Stored entries
────────────────────
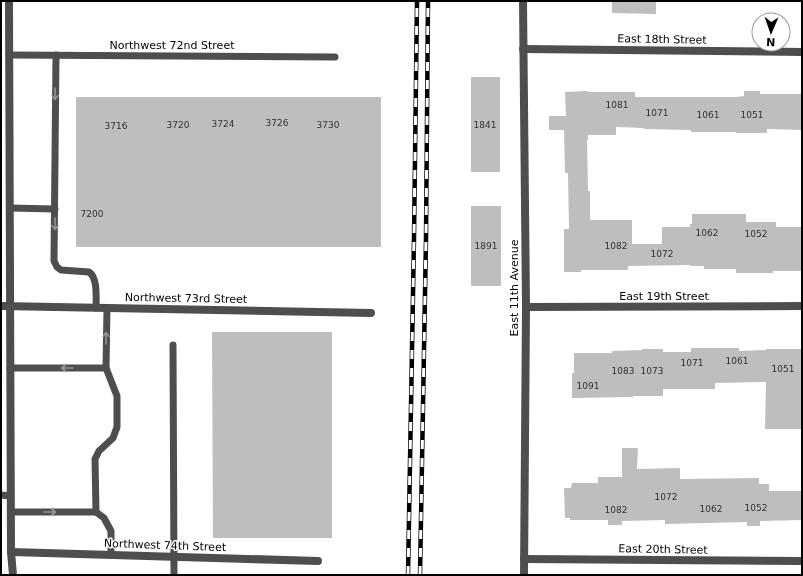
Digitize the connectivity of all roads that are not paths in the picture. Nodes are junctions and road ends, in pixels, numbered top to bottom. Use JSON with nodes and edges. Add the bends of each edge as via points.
{"nodes":[{"id":1,"x":9,"y":1,"type":"edge"},
{"id":2,"x":523,"y":1,"type":"edge"},
{"id":3,"x":523,"y":48,"type":"junction"},
{"id":4,"x":802,"y":52,"type":"edge"},
{"id":5,"x":56,"y":55,"type":"junction"},
{"id":6,"x":9,"y":56,"type":"junction"},
{"id":7,"x":335,"y":57,"type":"dead end"},
{"id":8,"x":10,"y":208,"type":"junction"},
{"id":9,"x":55,"y":209,"type":"junction"},
{"id":10,"x":1,"y":306,"type":"edge"},
{"id":11,"x":10,"y":306,"type":"junction"},
{"id":12,"x":802,"y":306,"type":"edge"},
{"id":13,"x":96,"y":308,"type":"junction"},
{"id":14,"x":107,"y":308,"type":"junction"},
{"id":15,"x":526,"y":308,"type":"junction"},
{"id":16,"x":371,"y":313,"type":"dead end"},
{"id":17,"x":173,"y":345,"type":"dead end"},
{"id":18,"x":10,"y":368,"type":"junction"},
{"id":19,"x":106,"y":368,"type":"junction"},
{"id":20,"x":1,"y":495,"type":"edge"},
{"id":21,"x":11,"y":496,"type":"junction"},
{"id":22,"x":11,"y":512,"type":"junction"},
{"id":23,"x":96,"y":512,"type":"junction"},
{"id":24,"x":11,"y":552,"type":"junction"},
{"id":25,"x":111,"y":555,"type":"junction"},
{"id":26,"x":174,"y":557,"type":"junction"},
{"id":27,"x":524,"y":559,"type":"junction"},
{"id":28,"x":318,"y":560,"type":"dead end"},
{"id":29,"x":802,"y":561,"type":"edge"},
{"id":30,"x":13,"y":575,"type":"edge"},
{"id":31,"x":174,"y":575,"type":"edge"},
{"id":32,"x":524,"y":575,"type":"edge"}],
"edges":[{"from":1,"to":6,"type":"street"},
{"from":2,"to":3,"type":"street","name":"East 11th Avenue"},
{"from":3,"to":4,"type":"street","name":"East 18th Street"},
{"from":3,"to":15,"type":"street","name":"East 11th Avenue"},
{"from":5,"to":6,"type":"lane","name":"Northwest 72nd Street"},
{"from":5,"to":7,"type":"lane","name":"Northwest 72nd Street"},
{"from":5,"to":9,"type":"lane","one_way":true},
{"from":6,"to":8,"type":"street"},
{"from":8,"to":9,"type":"lane"},
{"from":8,"to":11,"type":"street"},
{"from":9,"to":13,"type":"lane","one_way":true,"via":[[54,261],[61,270],[89,272],[93,275]]},
{"from":10,"to":11,"type":"street","name":"Northwest 73rd Street"},
{"from":11,"to":13,"type":"street","name":"Northwest 73rd Street"},
{"from":11,"to":18,"type":"street"},
{"from":12,"to":15,"type":"street","name":"East 19th Street"},
{"from":13,"to":14,"type":"street","name":"Northwest 73rd Street"},
{"from":14,"to":16,"type":"street","name":"Northwest 73rd Street"},
{"from":19,"to":14,"type":"lane","one_way":true},
{"from":15,"to":27,"type":"street","name":"East 11th Avenue"},
{"from":17,"to":26,"type":"lane"},
{"from":19,"to":18,"type":"lane","one_way":true},
{"from":18,"to":21,"type":"street"},
{"from":19,"to":23,"type":"lane","via":[[117,396],[117,427],[113,438],[99,451],[95,459]]},
{"from":20,"to":21,"type":"lane"},
{"from":21,"to":22,"type":"street"},
{"from":22,"to":23,"type":"lane","one_way":true},
{"from":22,"to":24,"type":"street"},
{"from":23,"to":25,"type":"lane","via":[[104,518],[111,531]]},
{"from":24,"to":25,"type":"street","name":"Northwest 74th Street"},
{"from":24,"to":30,"type":"street"},
{"from":25,"to":26,"type":"street","name":"Northwest 74th Street"},
{"from":26,"to":28,"type":"street","name":"Northwest 74th Street"},
{"from":26,"to":31,"type":"lane"},
{"from":27,"to":29,"type":"street","name":"East 20th Street"},
{"from":27,"to":32,"type":"street","name":"East 11th Avenue"}]}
────────────────────
## Task prompt
Print out every entry above without changing a word, and leave out the pictures.

## Solution
Digitize the connectivity of all roads that are not paths in the picture. Nodes are junctions and road ends, in pixels, numbered top to bottom. Use JSON with nodes and edges. Add the bends of each edge as via points.
{"nodes":[{"id":1,"x":9,"y":1,"type":"edge"},
{"id":2,"x":523,"y":1,"type":"edge"},
{"id":3,"x":523,"y":48,"type":"junction"},
{"id":4,"x":802,"y":52,"type":"edge"},
{"id":5,"x":56,"y":55,"type":"junction"},
{"id":6,"x":9,"y":56,"type":"junction"},
{"id":7,"x":335,"y":57,"type":"dead end"},
{"id":8,"x":10,"y":208,"type":"junction"},
{"id":9,"x":55,"y":209,"type":"junction"},
{"id":10,"x":1,"y":306,"type":"edge"},
{"id":11,"x":10,"y":306,"type":"junction"},
{"id":12,"x":802,"y":306,"type":"edge"},
{"id":13,"x":96,"y":308,"type":"junction"},
{"id":14,"x":107,"y":308,"type":"junction"},
{"id":15,"x":526,"y":308,"type":"junction"},
{"id":16,"x":371,"y":313,"type":"dead end"},
{"id":17,"x":173,"y":345,"type":"dead end"},
{"id":18,"x":10,"y":368,"type":"junction"},
{"id":19,"x":106,"y":368,"type":"junction"},
{"id":20,"x":1,"y":495,"type":"edge"},
{"id":21,"x":11,"y":496,"type":"junction"},
{"id":22,"x":11,"y":512,"type":"junction"},
{"id":23,"x":96,"y":512,"type":"junction"},
{"id":24,"x":11,"y":552,"type":"junction"},
{"id":25,"x":111,"y":555,"type":"junction"},
{"id":26,"x":174,"y":557,"type":"junction"},
{"id":27,"x":524,"y":559,"type":"junction"},
{"id":28,"x":318,"y":560,"type":"dead end"},
{"id":29,"x":802,"y":561,"type":"edge"},
{"id":30,"x":13,"y":575,"type":"edge"},
{"id":31,"x":174,"y":575,"type":"edge"},
{"id":32,"x":524,"y":575,"type":"edge"}],
"edges":[{"from":1,"to":6,"type":"street"},
{"from":2,"to":3,"type":"street","name":"East 11th Avenue"},
{"from":3,"to":4,"type":"street","name":"East 18th Street"},
{"from":3,"to":15,"type":"street","name":"East 11th Avenue"},
{"from":5,"to":6,"type":"lane","name":"Northwest 72nd Street"},
{"from":5,"to":7,"type":"lane","name":"Northwest 72nd Street"},
{"from":5,"to":9,"type":"lane","one_way":true},
{"from":6,"to":8,"type":"street"},
{"from":8,"to":9,"type":"lane"},
{"from":8,"to":11,"type":"street"},
{"from":9,"to":13,"type":"lane","one_way":true,"via":[[54,261],[61,270],[89,272],[93,275]]},
{"from":10,"to":11,"type":"street","name":"Northwest 73rd Street"},
{"from":11,"to":13,"type":"street","name":"Northwest 73rd Street"},
{"from":11,"to":18,"type":"street"},
{"from":12,"to":15,"type":"street","name":"East 19th Street"},
{"from":13,"to":14,"type":"street","name":"Northwest 73rd Street"},
{"from":14,"to":16,"type":"street","name":"Northwest 73rd Street"},
{"from":19,"to":14,"type":"lane","one_way":true},
{"from":15,"to":27,"type":"street","name":"East 11th Avenue"},
{"from":17,"to":26,"type":"lane"},
{"from":19,"to":18,"type":"lane","one_way":true},
{"from":18,"to":21,"type":"street"},
{"from":19,"to":23,"type":"lane","via":[[117,396],[117,427],[113,438],[99,451],[95,459]]},
{"from":20,"to":21,"type":"lane"},
{"from":21,"to":22,"type":"street"},
{"from":22,"to":23,"type":"lane","one_way":true},
{"from":22,"to":24,"type":"street"},
{"from":23,"to":25,"type":"lane","via":[[104,518],[111,531]]},
{"from":24,"to":25,"type":"street","name":"Northwest 74th Street"},
{"from":24,"to":30,"type":"street"},
{"from":25,"to":26,"type":"street","name":"Northwest 74th Street"},
{"from":26,"to":28,"type":"street","name":"Northwest 74th Street"},
{"from":26,"to":31,"type":"lane"},
{"from":27,"to":29,"type":"street","name":"East 20th Street"},
{"from":27,"to":32,"type":"street","name":"East 11th Avenue"}]}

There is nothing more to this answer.